Enfin, il nous semble utile de rappeler que, lorsque le Conseil d’État prend la peine de préciser que les flux à retenir dans la méthode DCF doivent tenir compte des annuités de remboursement d’emprunt et des mises en réserves « lorsqu’elles sont justifiées par la société », il est nécessaire de pouvoir en effet en justifier ! Or, procéder chaque année à une distribution intégrale des résultats par inscription en compte-courant « entraîne présomption de disponibilité » (BOI-IR-BASE-10-10-10-40, 12 sept. 2012, § 100). On peut également rajouter que cela entraîne présomption de perception effective et qu’il n’est pas du ressort de la cour d’aller chercher chaque année quels sont les flux effectivement perçus par les associés.
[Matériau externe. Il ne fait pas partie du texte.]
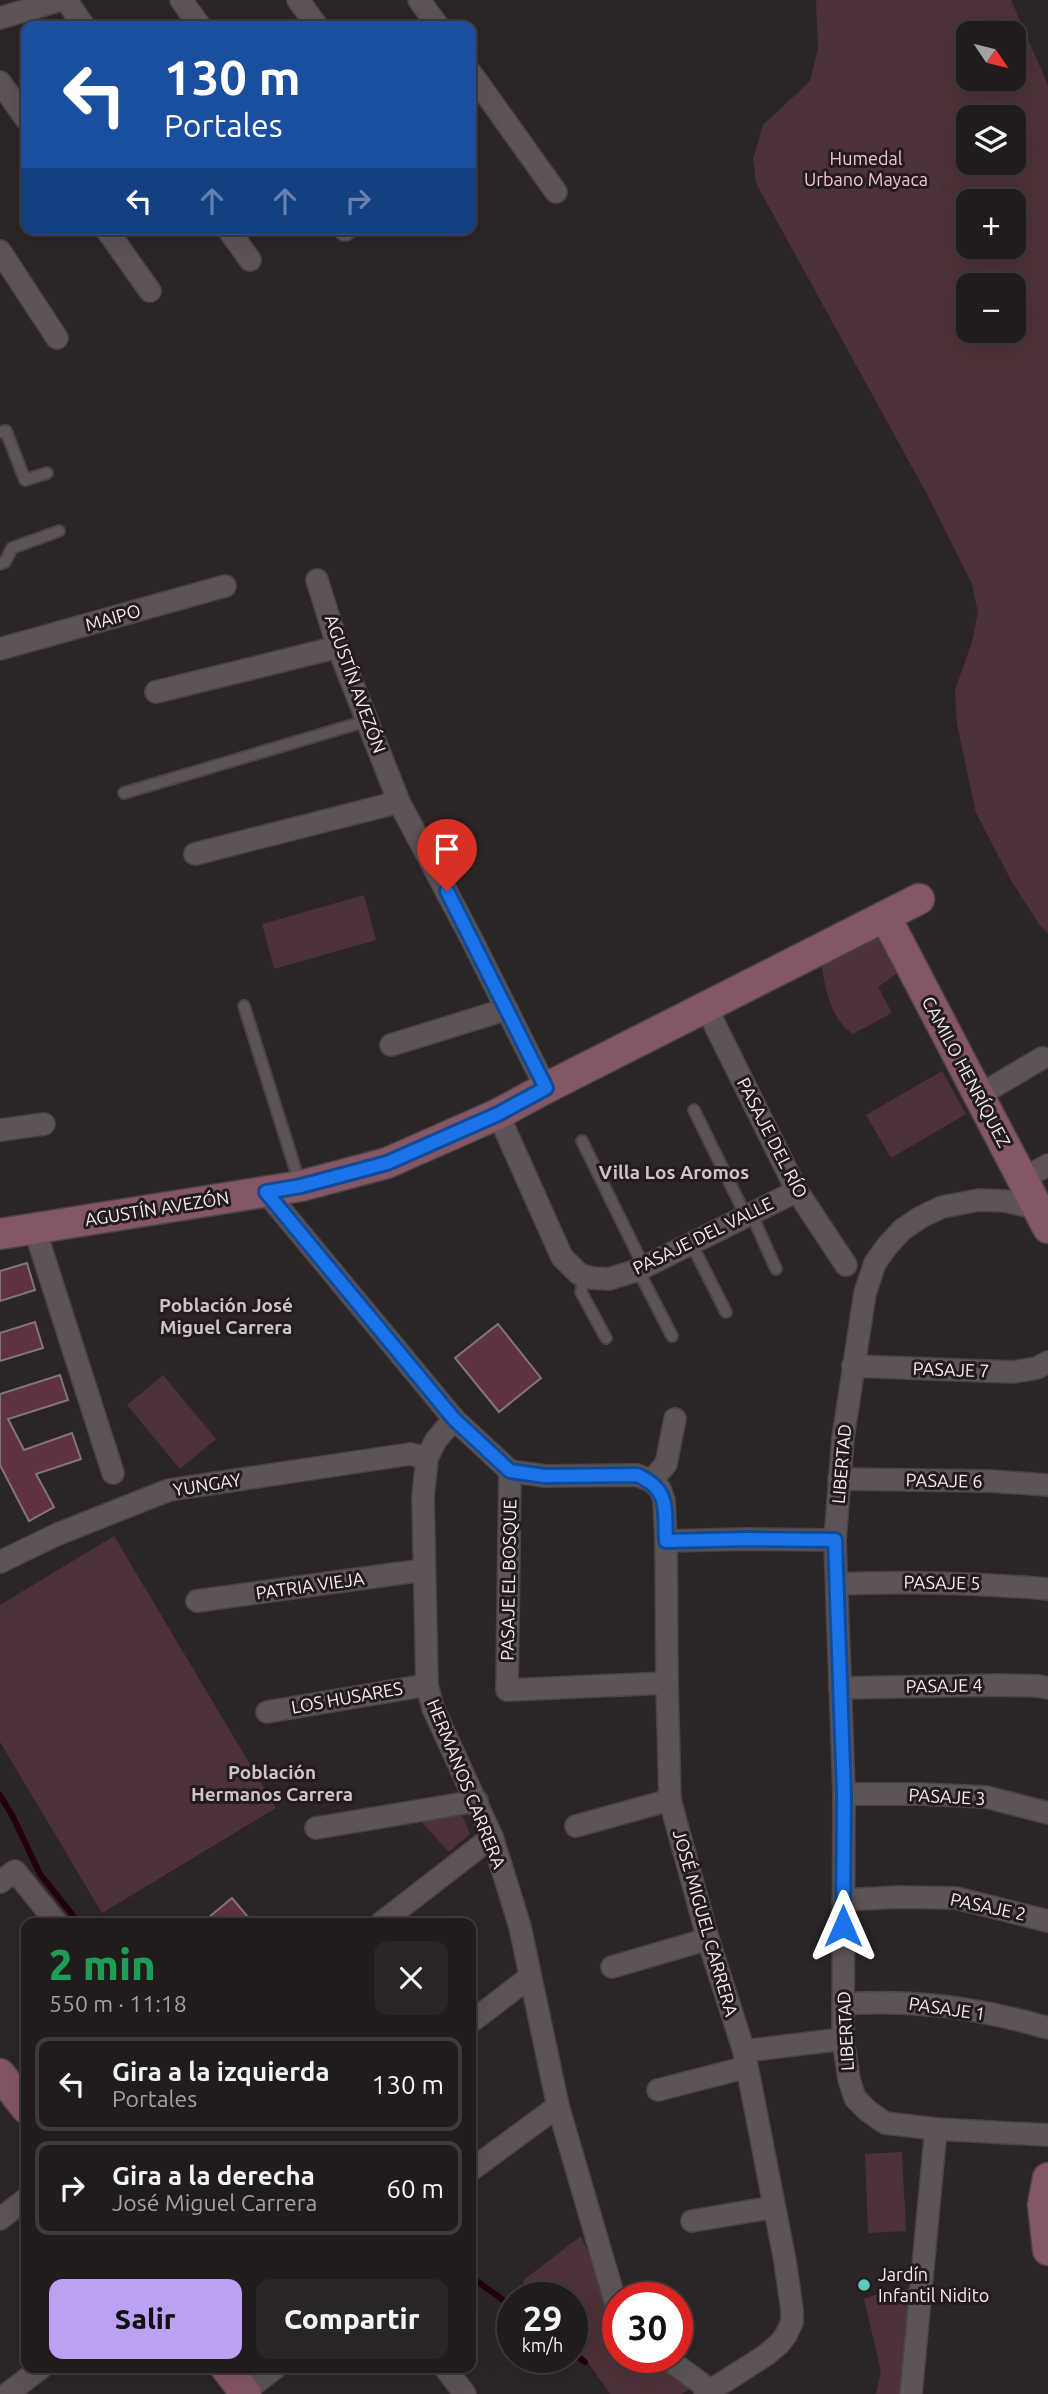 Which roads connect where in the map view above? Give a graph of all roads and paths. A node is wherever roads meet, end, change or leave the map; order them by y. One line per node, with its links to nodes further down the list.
1 (63, 0): 5 (street); 6 (street)
2 (181, 0): 7 (street)
3 (298, 0): 8 (street)
4 (419, 0): 9 (street)
5 (0, 18)
6 (80, 21)
7 (196, 21)
8 (313, 21)
9 (434, 21)
10 (476, 80): 13 (street)
11 (0, 82): 12 (street)
12 (21, 112)
13 (556, 192)
14 (110, 235): 18 (street)
15 (232, 235): 17 (street)
16 (0, 251): 19 (street)
17 (250, 260)
18 (150, 291)
19 (57, 338)
20 (0, 432): 21 (lane)
21 (47, 473)
22 (59, 530): 23 (lane)
23 (0, 564)
24 (317, 580): 26 (street, AGUSTÍN AVEZÓN)
25 (225, 586): 27 (street, MAIPO)
26 (338, 647): 28 (street); 29 (street, AGUSTÍN AVEZÓN)
27 (0, 649)
28 (156, 692)
29 (366, 720): 30 (lane); 31 (street, AGUSTÍN AVEZÓN)
30 (124, 793)
31 (399, 802): 32 (street); 37 (street, AGUSTÍN AVEZÓN)
32 (195, 855)
33 (919, 899): 34 (street, AGUSTÍN AVEZÓN)
34 (885, 916): 36 (street, AGUSTÍN AVEZÓN); 41 (street, CAMILO HENRÍQUEZ)
35 (244, 1006): 49 (lane)
36 (706, 1007): 40 (street, AGUSTÍN AVEZÓN); 50 (street, PASAJE DEL RÍO)
37 (507, 1009): 38 (street); 40 (street, AGUSTÍN AVEZÓN)
38 (391, 1045)
39 (1042, 1058): 41 (street)
40 (546, 1088): 43 (street, AGUSTÍN AVEZÓN)
41 (978, 1096): 48 (street, CAMILO HENRÍQUEZ)
42 (695, 1110): 52 (lane)
43 (498, 1114): 49 (street, AGUSTÍN AVEZÓN); 60 (street)
44 (44, 1124): 45 (street)
45 (0, 1129)
46 (582, 1141): 58 (lane)
47 (1048, 1166): 48 (street)
48 (1022, 1180): 53 (street, CAMILO HENRÍQUEZ)
49 (301, 1186): 51 (street, AGUSTÍN AVEZÓN)
50 (797, 1191): 52 (street, PASAJE DEL VALLE); 57 (street, PASAJE DEL RÍO)
51 (266, 1192): 54 (street, AGUSTÍN AVEZÓN); 66 (street)
52 (749, 1215): 56 (street, PASAJE DEL VALLE); 59 (lane)
53 (1043, 1218): 65 (street, LIBERTAD)
54 (34, 1227): 55 (street, AGUSTÍN AVEZÓN); 70 (street)
55 (0, 1234)
56 (691, 1243): 58 (street, PASAJE DEL VALLE); 61 (lane)
57 (846, 1265)
58 (641, 1268): 60 (street, PASAJE DEL VALLE); 62 (lane)
59 (776, 1269)
60 (584, 1275): 63 (lane)
61 (726, 1312)
62 (672, 1336)
63 (606, 1338)
64 (1048, 1362): 65 (street, PASAJE 7)
65 (853, 1366): 71 (street, LIBERTAD)
66 (454, 1419): 68 (street, HERMANOS CARRERA); 69 (street)
67 (675, 1419): 72 (street)
68 (427, 1458): 76 (street, YUNGAY); 77 (street, HERMANOS CARRERA)
69 (510, 1471): 72 (street); 81 (street, PASAJE EL BOSQUE)
70 (113, 1473)
71 (839, 1479): 73 (street, PASAJE 6); 74 (street, LIBERTAD)
72 (650, 1481): 75 (street, JOSÉ MIGUEL CARRERA)
73 (1048, 1485)
74 (835, 1540): 75 (street); 78 (street, LIBERTAD)
75 (666, 1541): 81 (street, JOSÉ MIGUEL CARRERA)
76 (0, 1562)
77 (424, 1570): 80 (street, PATRIA VIEJA); 82 (street, HERMANOS CARRERA)
78 (837, 1584): 79 (street, PASAJE 5); 83 (street, LIBERTAD)
79 (1048, 1589)
80 (197, 1601)
81 (667, 1683): 87 (street, JOSÉ MIGUEL CARRERA)
82 (427, 1685): 85 (street, LOS HUSARES); 88 (street, HERMANOS CARRERA)
83 (840, 1688): 84 (street, PASAJE 4); 86 (street, LIBERTAD)
84 (1048, 1689)
85 (267, 1712)
86 (844, 1794): 89 (street, PASAJE 3); 94 (street, LIBERTAD)
87 (670, 1800): 90 (street); 98 (street, JOSÉ MIGUEL CARRERA)
88 (477, 1801): 91 (street); 92 (street, HERMANOS CARRERA)
89 (1048, 1813)
90 (576, 1826)
91 (316, 1828)
92 (492, 1837): 96 (street); 100 (street, HERMANOS CARRERA)
93 (8, 1877): 95 (street)
94 (843, 1900): 97 (street, PASAJE 2); 101 (street, LIBERTAD)
95 (52, 1918)
96 (387, 1918)
97 (1048, 1921)
98 (708, 1939): 99 (street); 105 (street, JOSÉ MIGUEL CARRERA)
99 (612, 1967)
100 (530, 1977): 102 (street); 109 (street, HERMANOS CARRERA)
101 (844, 2004): 103 (street, PASAJE 1); 104 (street, LIBERTAD)
102 (476, 2018)
103 (1048, 2028)
104 (844, 2039): 105 (street); 110 (street, LIBERTAD)
105 (745, 2059): 107 (street); 115 (street, JOSÉ MIGUEL CARRERA)
106 (0, 2074): 108 (street)
107 (658, 2090)
108 (21, 2101)
109 (558, 2106): 112 (street); 119 (street, HERMANOS CARRERA)
110 (936, 2129): 111 (street, LIBERTAD); 129 (street)
111 (1048, 2135)
112 (476, 2166)
113 (1048, 2178): 118 (street)
114 (21, 2203): 116 (street)
115 (774, 2207): 117 (street); 125 (street, JOSÉ MIGUEL CARRERA)
116 (0, 2219)
117 (692, 2221)
118 (1048, 2250)
119 (610, 2282)
120 (34, 2373): 127 (street)
121 (230, 2373): 126 (street)
122 (269, 2373): 126 (street)
123 (449, 2373): 128 (street)
124 (684, 2373): 125 (street)
125 (707, 2392)
126 (244, 2393)
127 (7, 2394)
128 (465, 2394)
129 (911, 2394)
À charge aux contribuables de n’affecter les résultats en dividendes qu’avec parcimonie et à bon escient.


[1] En retenant ce montant « plafond » de 58 464 € au lieu des 60 000 € résultant de la seule méthode DCF, l’actualisation du flux avec 2 % de croissance et après IS au taux de 33,33 % donne une valeur de l’usufruit temporaire sur 10 ans de 315 418 € et sur 17 ans de 451 710 € soit une variation par rapport aux valeurs retenues par l’administration de 5 % et 10 %.

[2] V. post L. de Maintenant sur https://www.linkedin.com/posts/lo%C3%AFc-de-maintenant-4b882047_conseil-d%C3%A9tat-9%C3%A8me-10%C3%A8me-chambres-r%C3%A9unies-activity-6935931594822041600-jqZ1?utm_source=linkedin_share&utm_medium=member_desktop_web.

[3] Selon le rapporteur public, « l’application de la méthode proposée par les contribuables aux quatre années antérieures à la cession aboutit à un montant significativement inférieur au montant des distributions réellement effectuées, de l’ordre d’un rapport de 1 à 3, voire de 1 à 4,5 selon les années ».